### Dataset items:
=== Begin Enclosure ===
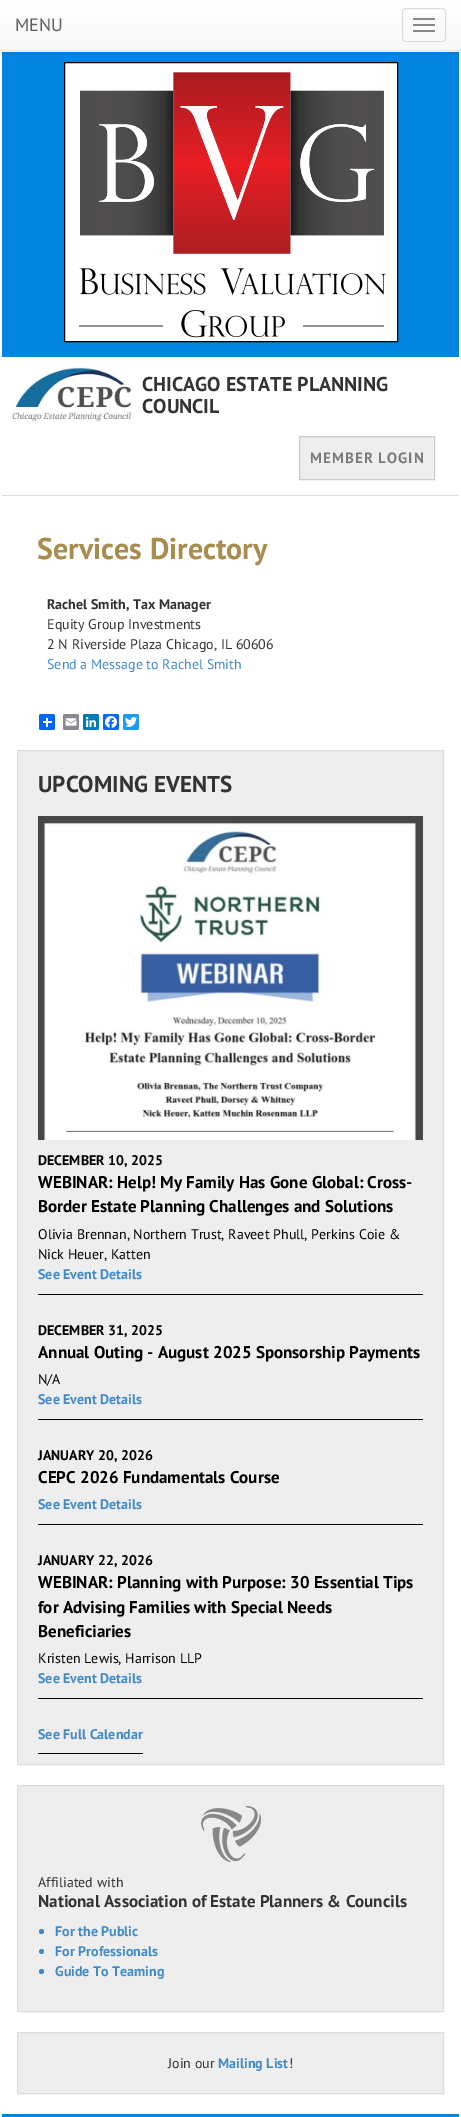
%!PS-Adobe-3.0
%%BoundingBox: 0 0 461 2117
%%LanguageLevel: 3
%%Pages: 1
%%EndComments
%%BeginProlog
/m { moveto } bind def
/l { lineto } bind def
/h { closepath } bind def
/f { fill } bind def
/S { stroke } bind def
/q { gsave } bind def
/Q { grestore } bind def
/fn { [ exch dup neg 0 0 3 -1 roll 0 0 ] selectfont } def
/tx { moveto show } def
/bx { rectfill } def
/al { dup .setfillconstantalpha .setstrokeconstantalpha } def
/ci { newpath 0 360 arc closepath } def
/rr { 5 dict begin { /r /h /w /y /x } { exch def } forall
  x r add y moveto x w add y 2 copy h add r arct x w add y h add x 1 index r arct
  x y h add x y r arct x y 2 copy exch w add exch r arct closepath end } def
/sh { 12 dict begin { /a /b /q /h /w /y /x } { exch def } forall gsave /was 0 def
  9 -2 -9 { dup b mul 4 div /e exch def 1 sub .425 mul 2.718 exch exp 1 add a .99 .min exch div /now exch def
    1 1 now sub 1 was sub div sub al /was now def
    w h .min e 2 mul add 0 gt { x e sub y e sub w e 2 mul add h e 2 mul add
      q e add b .6 mul add w h .min 2 div e add .min 0 .max rr fill } if } for grestore end } def
/im { 5 dict begin { /h /w /y /x /name } { exch def } forall
  gsave x y translate w h scale
  w h 8 [w 0 0 h 0 0] name (r) file false 3 colorimage grestore end } def
%%EndProlog
%%BeginSetup
<< /PageSize [461 2117] /PageUsesTransparency true >> setpagedevice
%%EndSetup
%%Page: 1 1
0 .pushpdf14devicefilter
0 2117 translate 1 -1 scale
4 setmiterlimit
1 setgray
0 0 461 2117 bx
0.004 0.522 0.882 setrgbcolor
2 52 457 305 bx
0 setgray
0 1 461 51 0 2.5 0.07 sh
q 0 0 m 461 0 l 461 50 l 0 50 l h clip newpath
<< /ShadingType 2 /ColorSpace /DeviceRGB /Coords [231 0 231 50] /Extend [true true] /Function << /FunctionType 2 /Domain [0 1] /C0 [1 1 1] /C1 [0.973 0.973 0.973] /N 1 >> >> shfill Q
0.906 setgray
0 50 461 1 bx
/PTSans-Regular 18 fn
0.369 setgray
(MENU) 15 31 tx
0.867 setgray
402.5 8.5 43 33 3.5 rr S
0.533 setgray
413 18 22 2 1 rr f
413 24 22 2 1 rr f
413 30 22 2 1 rr f
1 setgray
64.5 62.5 m 397.5 62.5 l 397.5 341.5 l 64.5 341.5 l h q f Q
0 setgray
S
(image0.raw) 79 72 307 266 im
0.867 setgray
2 495 457 1 bx
(image1.raw) 12 367 120 55 im
/PTSans-Bold 20 fn
0.2 setgray
(CHICAGO ESTATE PLANNING) 142 391 tx
(COUNCIL) 142 413 tx
0.933 setgray
299.5 436.5 m 434.5 436.5 l 434.5 479.5 l 299.5 479.5 l h q f Q
0.8 setgray
S
/PTSans-Bold 15 fn
0.486 0.475 0.482 setrgbcolor
310 463 m 1 0 (MEMBER LOGIN) ashow
/PTSans-Bold 30 fn
0.659 0.553 0.31 setrgbcolor
(Services Directory) 37 559 tx
/PTSans-Bold 14 fn
0.2 setgray
(Rachel Smith, Tax Manager) 47 609 tx
/PTSans-Regular 14 fn
(Equity Group Investments) 47 629 tx
(2 N Riverside Plaza Chicago, IL 60606) 47 649 tx
0.259 0.545 0.792 setrgbcolor
(Send a Message to Rachel Smith) 47 669 tx
0.004 0.4 1 setrgbcolor
39 714 16 16 2 rr f
1 setgray
46 718 2 9 bx
43 721 9 2 bx
0.533 0.537 0.565 setrgbcolor
63 714 16 16 2 rr f
(image2.raw) 65 718 12 8 im
0 0.482 0.71 setrgbcolor
83 714 16 16 2 rr f
(image3.raw) 86 717 11 11 im
0.031 0.4 1 setrgbcolor
103 714 16 16 2 rr f
(image4.raw) 105 716 12 12 im
0.114 0.608 0.941 setrgbcolor
123 714 16 16 2 rr f
(image5.raw) 125 717 12 10 im
0.933 setgray
17.5 750.5 m 443.5 750.5 l 443.5 1764.5 l 17.5 1764.5 l h q f Q
0.867 setgray
S
/PTSans-Bold 23 fn
0.2 setgray
(UPCOMING EVENTS) 38 792 tx
0 setgray
38 1294 385 1 bx
(image6.raw) 38 816 385 324 im
/PTSans-Bold 14 fn
(DECEMBER 10, 2025) 38 1165 tx
/PTSans-Bold 17 fn
(WEBINAR: Help! My Family Has Gone Global: Cross-) 38 1188 tx
(Border Estate Planning Challenges and Solutions) 38 1212 tx
/PTSans-Regular 14 fn
(Olivia Brennan, Northern Trust, Raveet Phull, Perkins Coie &) 38 1239 tx
(Nick Heuer, Katten) 38 1259 tx
/PTSans-Bold 14 fn
0.259 0.545 0.792 setrgbcolor
(See Event Details) 38 1279 tx
0 setgray
38 1419 385 1 bx
(DECEMBER 31, 2025) 38 1335 tx
/PTSans-Bold 17 fn
(Annual Outing - August 2025 Sponsorship Payments) 38 1358 tx
/PTSans-Regular 14 fn
(N/A) 38 1384 tx
/PTSans-Bold 14 fn
0.259 0.545 0.792 setrgbcolor
(See Event Details) 38 1404 tx
0 setgray
38 1524 385 1 bx
(JANUARY 20, 2026) 38 1460 tx
/PTSans-Bold 17 fn
(CEPC 2026 Fundamentals Course) 38 1483 tx
/PTSans-Bold 14 fn
0.259 0.545 0.792 setrgbcolor
(See Event Details) 38 1509 tx
0 setgray
38 1698 385 1 bx
(JANUARY 22, 2026) 38 1565 tx
/PTSans-Bold 17 fn
(WEBINAR: Planning with Purpose: 30 Essential Tips) 38 1588 tx
(for Advising Families with Special Needs) 38 1613 tx
(Beneficiaries) 38 1637 tx
/PTSans-Regular 14 fn
(Kristen Lewis, Harrison LLP) 38 1663 tx
/PTSans-Bold 14 fn
0.259 0.545 0.792 setrgbcolor
(See Event Details) 38 1683 tx
(See Full Calendar) 38 1739 tx
0 setgray
38 1753 105 1 bx
0.933 setgray
17.5 1785.5 m 443.5 1785.5 l 443.5 2011.5 l 17.5 2011.5 l h q f Q
0.867 setgray
S
(image7.raw) 201 1806 60 56 im
/PTSans-Regular 14 fn
0.2 setgray
(Affiliated with) 38 1887 tx
/PTSans-Bold 17 fn
(National Association of Estate Planners & Councils) 38 1907 tx
0.259 0.545 0.792 setrgbcolor
41.5 1931.5 2.5 ci f
/PTSans-Bold 14 fn
(For the Public) 55 1936 tx
41.5 1951.5 2.5 ci f
(For Professionals) 55 1956 tx
41.5 1971.5 2.5 ci f
(Guide To Teaming) 55 1976 tx
0.933 setgray
17.5 2032.5 m 443.5 2032.5 l 443.5 2093.5 l 17.5 2093.5 l h q f Q
0.867 setgray
S
/PTSans-Regular 14 fn
0.2 setgray
(Join our) 168 2068 tx
/PTSans-Bold 14 fn
0.259 0.545 0.792 setrgbcolor
(Mailing List) 218 2068 tx
/PTSans-Regular 14 fn
0.2 setgray
(!) 289 2068 tx
0.004 0.522 0.882 setrgbcolor
2 2114 457 3 bx
.poppdf14devicefilter showpage
%%EOF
=== End Enclosure ===
### Assignment:
Would you repeat the lines from the one containing "2 2114 457 3 bx" through the end of the data, exactly, with nothing before or after them?

### Written response:
2 2114 457 3 bx
.poppdf14devicefilter showpage
%%EOF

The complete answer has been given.